Mr Gaynor's Milford Asset Management runs a KiwiSaver fund, which he readily admits exposes him to accusations of self-interest.
But he is certain the Government would do better ring-fencing a proportion of shares for institutions such as KiwiSaver funds like his, other New Zealand institutional investors and retail buyers with or without brokers.
"They're long-term assets and KiwiSaver is a long-term investment prospect. They're a completely perfect match and they should be making sure that a lot of these shares go to KiwiSaver funds," he says.
Loyalty schemes will only have an impact for the life of the scheme – two or three years – before investors flick the shares off, often overseas.
Besides the economic arguments for keeping the shares in Kiwi hands, Mr Gaynor stresses the significance, to the level of public support for the sales, of who buys and keeps the shares.
"The biggest thing for me with privatisation is who you sell the shares to," he says.
"That's why there is so much opposition in New Zealand... The opposition has occurred mainly because of who we sold them to, that has actually caused all the strife."
Hundreds of submissions to the select committee on the bill cited issues relating to foreign ownership.
A typical comment was: "Partial privatisation is an inevitable prelude to full privatisation and foreign ownership of our energy companies. That will mean high power prices, dividends flowing overseas, and fewer jobs."
Mr Gaynor says a more concerted effort to explain exactly who will buy the shares and how would have gone some way to soothing such concerns.
Instead, Mr English can only offer a target of 85 to 90 per cent New Zealand ownership – and that only applies when the float takes place. "We don't have the capacity to enforce [the target] beyond the float."
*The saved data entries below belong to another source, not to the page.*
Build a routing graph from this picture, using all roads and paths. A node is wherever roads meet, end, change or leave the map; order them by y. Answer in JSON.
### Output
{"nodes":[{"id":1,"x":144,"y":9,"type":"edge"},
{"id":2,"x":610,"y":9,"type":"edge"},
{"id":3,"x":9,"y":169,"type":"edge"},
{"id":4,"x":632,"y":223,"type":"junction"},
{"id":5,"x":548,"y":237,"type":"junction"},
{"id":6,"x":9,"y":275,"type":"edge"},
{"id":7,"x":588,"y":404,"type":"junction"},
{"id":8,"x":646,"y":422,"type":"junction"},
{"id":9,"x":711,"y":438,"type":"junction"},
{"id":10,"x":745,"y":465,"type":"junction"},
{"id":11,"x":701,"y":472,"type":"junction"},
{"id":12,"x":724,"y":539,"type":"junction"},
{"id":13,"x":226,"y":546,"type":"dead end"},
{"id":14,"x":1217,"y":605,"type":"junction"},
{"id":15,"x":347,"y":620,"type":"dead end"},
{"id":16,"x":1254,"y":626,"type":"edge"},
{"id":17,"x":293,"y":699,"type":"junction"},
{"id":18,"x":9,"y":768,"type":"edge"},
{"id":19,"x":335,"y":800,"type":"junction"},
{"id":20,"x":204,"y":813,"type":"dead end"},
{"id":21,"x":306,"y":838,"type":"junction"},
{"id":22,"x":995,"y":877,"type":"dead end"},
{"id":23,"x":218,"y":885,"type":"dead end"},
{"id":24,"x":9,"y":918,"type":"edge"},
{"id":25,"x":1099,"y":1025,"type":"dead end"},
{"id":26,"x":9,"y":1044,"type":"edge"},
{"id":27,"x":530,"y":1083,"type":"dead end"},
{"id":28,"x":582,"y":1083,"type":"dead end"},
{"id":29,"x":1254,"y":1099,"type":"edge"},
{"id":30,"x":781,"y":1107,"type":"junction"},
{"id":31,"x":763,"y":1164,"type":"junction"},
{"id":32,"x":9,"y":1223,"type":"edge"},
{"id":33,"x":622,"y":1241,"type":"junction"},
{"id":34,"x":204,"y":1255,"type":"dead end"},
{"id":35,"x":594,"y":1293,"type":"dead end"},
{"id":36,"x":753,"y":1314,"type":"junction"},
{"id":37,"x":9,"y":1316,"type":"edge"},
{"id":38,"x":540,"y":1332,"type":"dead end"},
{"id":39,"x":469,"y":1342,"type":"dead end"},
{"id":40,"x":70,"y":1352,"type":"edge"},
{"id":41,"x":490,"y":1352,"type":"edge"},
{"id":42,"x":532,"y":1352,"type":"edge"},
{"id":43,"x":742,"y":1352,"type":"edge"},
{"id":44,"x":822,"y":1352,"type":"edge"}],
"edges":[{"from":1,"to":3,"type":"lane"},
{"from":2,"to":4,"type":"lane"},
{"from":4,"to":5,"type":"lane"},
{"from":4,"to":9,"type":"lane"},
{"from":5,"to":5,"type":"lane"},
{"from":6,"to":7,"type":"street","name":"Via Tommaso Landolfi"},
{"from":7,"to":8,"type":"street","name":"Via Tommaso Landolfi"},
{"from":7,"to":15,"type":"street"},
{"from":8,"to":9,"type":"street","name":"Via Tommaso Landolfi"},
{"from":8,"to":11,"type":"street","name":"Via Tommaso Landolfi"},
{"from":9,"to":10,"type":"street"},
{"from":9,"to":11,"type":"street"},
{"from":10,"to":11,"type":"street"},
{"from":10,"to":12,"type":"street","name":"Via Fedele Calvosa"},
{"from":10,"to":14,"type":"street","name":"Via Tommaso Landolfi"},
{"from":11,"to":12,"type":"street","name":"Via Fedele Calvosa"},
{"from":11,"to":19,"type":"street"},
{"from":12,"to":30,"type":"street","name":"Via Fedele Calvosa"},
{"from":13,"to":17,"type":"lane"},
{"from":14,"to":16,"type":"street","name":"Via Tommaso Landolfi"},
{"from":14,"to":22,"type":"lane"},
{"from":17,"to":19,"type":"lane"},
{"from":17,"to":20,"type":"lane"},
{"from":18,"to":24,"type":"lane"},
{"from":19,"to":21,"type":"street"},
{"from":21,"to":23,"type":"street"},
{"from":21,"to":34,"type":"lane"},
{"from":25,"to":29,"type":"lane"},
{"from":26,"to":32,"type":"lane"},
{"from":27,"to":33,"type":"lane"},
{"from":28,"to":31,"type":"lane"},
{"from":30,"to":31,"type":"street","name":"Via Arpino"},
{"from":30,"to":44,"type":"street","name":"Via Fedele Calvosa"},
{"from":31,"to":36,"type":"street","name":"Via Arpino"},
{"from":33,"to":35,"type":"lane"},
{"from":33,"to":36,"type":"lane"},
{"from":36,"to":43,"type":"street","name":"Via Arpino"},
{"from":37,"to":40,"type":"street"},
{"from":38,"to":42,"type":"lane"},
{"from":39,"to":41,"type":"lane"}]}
Political opponents have also seized on the tenuous state of the global economy as a risk to the price the assets will attract.
Air New Zealand chief executive Rob Fyfe says he would be surprised if the Government sold down some of its 73 per cent shareholding in Air New Zealand while the price was so low.
But it is one of the better performing airlines in a sector plumbing the depths of what is widely regarded as a cyclical trough; its share price should eventually recover.
The energy companies are a much more attractive proposition to investors right now.
"Electricity is very stable: people don't turn off electricity; they will make electricity a priority before they buy their next bottle of wine or before they go to the movies," Mr Gaynor says.
If Mighty River Power's price is on the upside and Genesis Energy follows with a solid showing, the Government could be marching towards the 2014 election with close to $3b in the bank from the sales and tens of thousands of happy new share-holders.
It would also be able to start rolling out some spending from the programme – Mr Key would be delighted to put things right with parents upset over the botched class-size-changes policy by turning up to open a few dozen new school gymnasiums during the election campaign.
Labour, meanwhile, will continually face the charge from Mr Key that it must promise to buy back the assets if it is against the programme.
NZ First has accepted the challenge – leader Winston Peters says he'll push for a buyback at no more than what was paid by investors. But – barring a catastrophically disastrous sales process – it will never happen.
David Shearer says Labour would "absolutely" stop the sale of any more assets if it took office in 2014, but it will not promise to buy them back.
KiwiRail and a large chunk of Air New Zealand were bought back by the last Labour government in very different economic times, he says.
"If the sale went absolutely disastrously and it threatened the energy supply of New Zealand, then obviously the Government would have to step in in some way.
"But even then, I don't know if it would be possible to do it anyway. I think that New Zealanders have to accept the worst scenario which is, once they are gone, they are gone."